Retype each line below precisely.

□ □ □ □

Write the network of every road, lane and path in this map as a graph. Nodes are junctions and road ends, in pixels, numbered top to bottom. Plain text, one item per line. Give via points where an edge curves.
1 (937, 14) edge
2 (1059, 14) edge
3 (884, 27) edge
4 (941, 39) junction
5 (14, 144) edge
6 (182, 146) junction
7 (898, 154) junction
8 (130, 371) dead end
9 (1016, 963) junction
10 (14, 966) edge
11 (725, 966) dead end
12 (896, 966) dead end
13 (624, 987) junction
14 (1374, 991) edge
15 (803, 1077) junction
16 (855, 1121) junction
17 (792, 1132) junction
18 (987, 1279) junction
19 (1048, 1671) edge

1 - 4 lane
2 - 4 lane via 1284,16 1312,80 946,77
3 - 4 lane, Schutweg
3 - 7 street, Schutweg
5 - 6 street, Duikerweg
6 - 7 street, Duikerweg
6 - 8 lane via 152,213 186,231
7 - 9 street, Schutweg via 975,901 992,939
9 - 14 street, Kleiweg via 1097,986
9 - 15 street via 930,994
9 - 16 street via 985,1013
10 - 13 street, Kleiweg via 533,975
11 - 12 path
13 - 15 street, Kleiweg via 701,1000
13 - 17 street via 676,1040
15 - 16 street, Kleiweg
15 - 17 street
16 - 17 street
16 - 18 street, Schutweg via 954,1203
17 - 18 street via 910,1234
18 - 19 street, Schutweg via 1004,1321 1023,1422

□ □ □ □

* RESPONSE:
Write the network of every road, lane and path in this map as a graph. Nodes are junctions and road ends, in pixels, numbered top to bottom. Plain text, one item per line. Give via points where an edge curves.
1 (937, 14) edge
2 (1059, 14) edge
3 (884, 27) edge
4 (941, 39) junction
5 (14, 144) edge
6 (182, 146) junction
7 (898, 154) junction
8 (130, 371) dead end
9 (1016, 963) junction
10 (14, 966) edge
11 (725, 966) dead end
12 (896, 966) dead end
13 (624, 987) junction
14 (1374, 991) edge
15 (803, 1077) junction
16 (855, 1121) junction
17 (792, 1132) junction
18 (987, 1279) junction
19 (1048, 1671) edge

1 - 4 lane
2 - 4 lane via 1284,16 1312,80 946,77
3 - 4 lane, Schutweg
3 - 7 street, Schutweg
5 - 6 street, Duikerweg
6 - 7 street, Duikerweg
6 - 8 lane via 152,213 186,231
7 - 9 street, Schutweg via 975,901 992,939
9 - 14 street, Kleiweg via 1097,986
9 - 15 street via 930,994
9 - 16 street via 985,1013
10 - 13 street, Kleiweg via 533,975
11 - 12 path
13 - 15 street, Kleiweg via 701,1000
13 - 17 street via 676,1040
15 - 16 street, Kleiweg
15 - 17 street
16 - 17 street
16 - 18 street, Schutweg via 954,1203
17 - 18 street via 910,1234
18 - 19 street, Schutweg via 1004,1321 1023,1422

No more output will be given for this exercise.